According to their Complaint, husband and wife Richard and Jessica Kerger
purchased a home at 1972 Potomac Drive, Toledo, Ohio in 1993. Defendant United
States through the Internal Revenue Service (“IRS”) has attempted to collect on back
taxes owed that were discharged in bankruptcy on September 23, 2010. The IRS sent
notice to Plaintiffs informing them their taxes were not subject to the bankruptcy
discharge and instituted levying actions on assests of the Kergers sporadically.
Sometime in 2014 the Kergers had to sell the home due to mold. Through their
attorney, they contacted the IRS for an accounting of all the liabilities and liens on the
property. They were informed that they owed no money for the years in question, that
many of the liens were beginning to drop off and those remaining would drop off. When
the Kergers’ attorney contacted an IRS appellate officer, that officer confirmed there
were no tax liabilities for the years in question. The Kergers sold their home at auction,
obtaining approximately $34,000 more than they paid for the property. On September
10, 2015, Jessica Kerger received certified mailings from the IRS indicating the back
taxes were still owed on the property despite what they had previously been told.
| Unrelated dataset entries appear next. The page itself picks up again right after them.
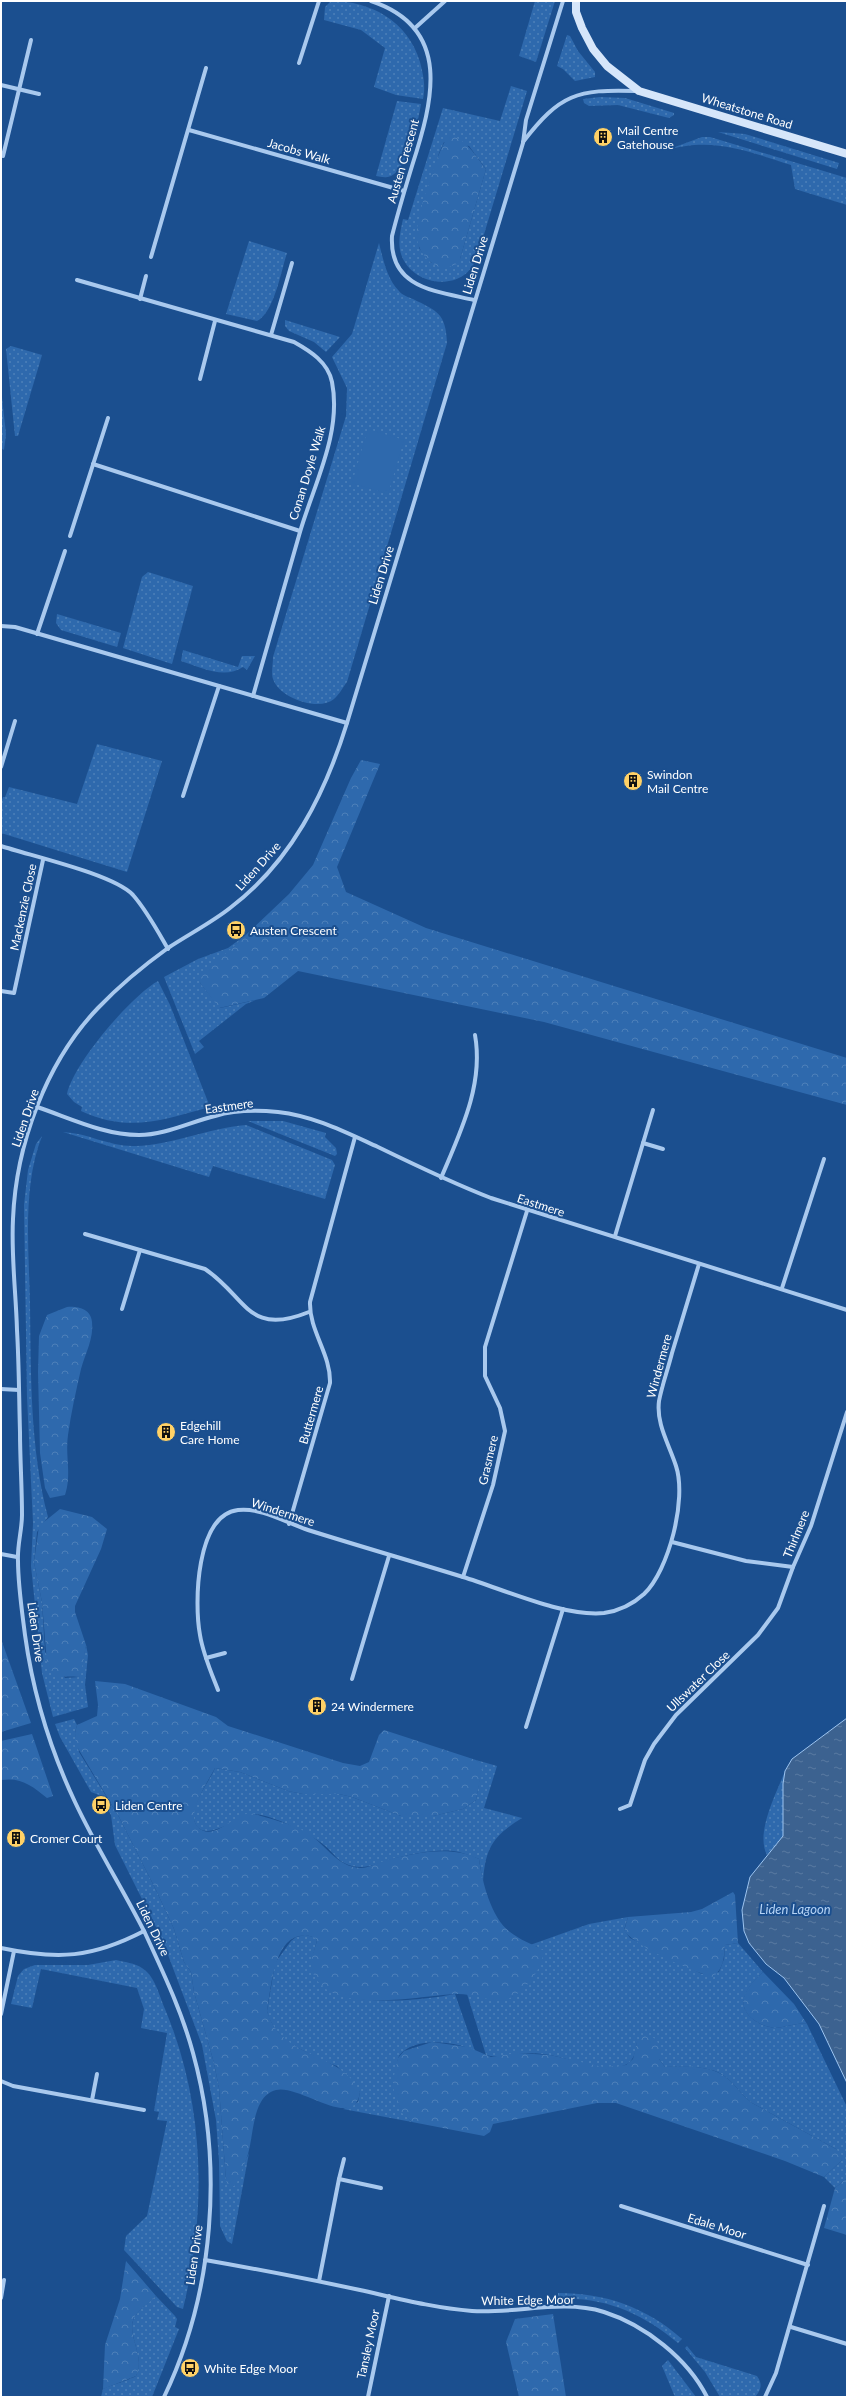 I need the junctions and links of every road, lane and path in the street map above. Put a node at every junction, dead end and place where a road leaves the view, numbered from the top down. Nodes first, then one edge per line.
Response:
1 (319, 1) edge
2 (371, 1) edge
3 (445, 1) edge
4 (563, 1) edge
5 (576, 1) edge
6 (415, 28) junction
7 (31, 40) dead end
8 (299, 63) dead end
9 (206, 68) dead end
10 (1, 85) edge
11 (19, 90) junction
12 (640, 91) junction
13 (40, 94) dead end
14 (189, 130) junction
15 (523, 143) junction
16 (847, 154) edge
17 (3, 156) dead end
18 (404, 191) junction
19 (151, 257) dead end
20 (292, 263) dead end
21 (146, 276) dead end
22 (76, 280) dead end
23 (140, 299) junction
24 (474, 300) junction
25 (215, 321) junction
26 (271, 335) junction
27 (200, 379) dead end
28 (108, 418) dead end
29 (93, 464) junction
30 (300, 531) junction
31 (70, 536) dead end
32 (65, 550) dead end
33 (1, 626) edge
34 (37, 634) junction
35 (220, 686) junction
36 (253, 696) junction
37 (15, 721) dead end
38 (347, 723) junction
39 (1, 767) edge
40 (183, 796) dead end
41 (1, 846) edge
42 (43, 860) junction
43 (168, 949) junction
44 (1, 991) edge
45 (475, 1035) dead end
46 (37, 1107) junction
47 (653, 1110) dead end
48 (355, 1137) junction
49 (643, 1144) junction
50 (663, 1149) dead end
51 (824, 1158) dead end
52 (441, 1178) junction
53 (527, 1211) junction
54 (85, 1234) dead end
55 (615, 1236) junction
56 (140, 1250) junction
57 (699, 1264) junction
58 (782, 1288) junction
59 (122, 1310) dead end
60 (847, 1310) edge
61 (310, 1312) junction
62 (1, 1389) edge
63 (19, 1390) junction
64 (847, 1412) edge
65 (289, 1524) junction
66 (672, 1542) junction
67 (1, 1554) edge
68 (389, 1556) junction
69 (17, 1557) junction
70 (793, 1567) junction
71 (463, 1577) junction
72 (563, 1609) junction
73 (225, 1653) dead end
74 (206, 1658) junction
75 (352, 1679) dead end
76 (218, 1690) dead end
77 (526, 1727) dead end
78 (620, 1809) dead end
79 (144, 1931) junction
80 (1, 1948) edge
81 (14, 1951) junction
82 (1, 2014) edge
83 (97, 2074) dead end
84 (1, 2081) edge
85 (92, 2100) junction
86 (144, 2110) dead end
87 (344, 2159) dead end
88 (339, 2179) junction
89 (381, 2188) dead end
90 (621, 2206) dead end
91 (824, 2206) dead end
92 (205, 2260) junction
93 (808, 2265) junction
94 (4, 2280) dead end
95 (319, 2281) junction
96 (389, 2296) junction
97 (1, 2298) edge
98 (790, 2327) junction
99 (847, 2344) edge
100 (164, 2397) edge
101 (368, 2397) edge
102 (707, 2397) edge
103 (765, 2397) edge

1 - 8 street
2 - 6 street, Austen Crescent
3 - 6 street
4 - 15 street, Liden Drive
5 - 12 main road, Wheatstone Road
6 - 18 street, Austen Crescent
7 - 11 street
9 - 14 street
10 - 11 street
11 - 13 street
11 - 17 street
12 - 15 street, Wheatstone Road
12 - 16 main road, Wheatstone Road
14 - 18 street, Jacobs Walk
14 - 19 street
15 - 24 street, Liden Drive
18 - 24 street, Austen Crescent
20 - 26 street
21 - 23 street
22 - 23 street, Conan Doyle Walk
23 - 25 street, Conan Doyle Walk
24 - 38 street, Liden Drive
25 - 26 street, Conan Doyle Walk
25 - 27 street
26 - 30 street, Conan Doyle Walk
28 - 29 street
29 - 30 street, Conan Doyle Walk
29 - 31 street
30 - 36 street, Conan Doyle Walk
32 - 34 street
33 - 34 street
34 - 35 street
35 - 36 street
35 - 40 street
36 - 38 street
37 - 39 street
38 - 43 street, Liden Drive
41 - 42 street
42 - 43 street
42 - 44 street, Mackenzie Close
43 - 46 street, Liden Drive
45 - 52 street
46 - 48 street, Eastmere
46 - 63 street, Liden Drive
47 - 49 street
48 - 52 street, Eastmere
48 - 61 street, Buttermere
49 - 50 street
49 - 55 street
51 - 58 street
52 - 53 street, Eastmere
53 - 55 street, Eastmere
53 - 71 street, Grasmere
54 - 56 street
55 - 57 street, Eastmere
56 - 59 street
56 - 61 street
57 - 58 street, Eastmere
57 - 66 street, Windermere
58 - 60 street, Eastmere
61 - 65 street, Buttermere
62 - 63 street
63 - 69 street, Liden Drive
64 - 70 street, Thirlmere
65 - 68 street, Windermere
65 - 74 street, Windermere
66 - 70 street, Thirlmere
66 - 72 street, Windermere
67 - 69 street
68 - 71 street, Windermere
68 - 75 street
69 - 79 street, Liden Drive
70 - 78 street, Ullswater Close
71 - 72 street, Windermere
72 - 77 street
73 - 74 street
74 - 76 street, Windermere
79 - 81 street
79 - 92 street, Liden Drive
80 - 81 street
81 - 82 street
83 - 85 street
84 - 85 street
85 - 86 street
87 - 88 street
88 - 89 street
88 - 95 street
90 - 93 street, Edale Moor
91 - 93 street
92 - 95 street, White Edge Moor
92 - 100 street, Liden Drive
93 - 98 street
94 - 97 street
95 - 96 street, White Edge Moor
96 - 101 street, Tansley Moor
96 - 102 street, White Edge Moor
98 - 99 street
98 - 103 street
When
they inquired further, the IRS represented that when the bankruptcy was filed, the IRS
zeroed out Plaintiffs’ joint liability making the Kergers individually liable for the debt
instead.
Plaintiffs ask for Declaratory Judgment that they owe no back taxes to the IRS or
move alternatively to equitably estop Defendant from collecting on the alleged liabilities.
Plaintiffs further request injunctive relief.
Defendant United States of America seeks dismissal of Plaintiffs’ Declaratory
Judgment claim, contending that the Court lacks subject matter jurisdiction over the
claim and the Court cannot grant Injunctive Relief against the Government under the
Anti-Injunction Act. Plaintiffs subsequently withdrew their claim for injunctive relief
and the Court will proceed solely on Plaintiffs’ claim for Declaratory Relief.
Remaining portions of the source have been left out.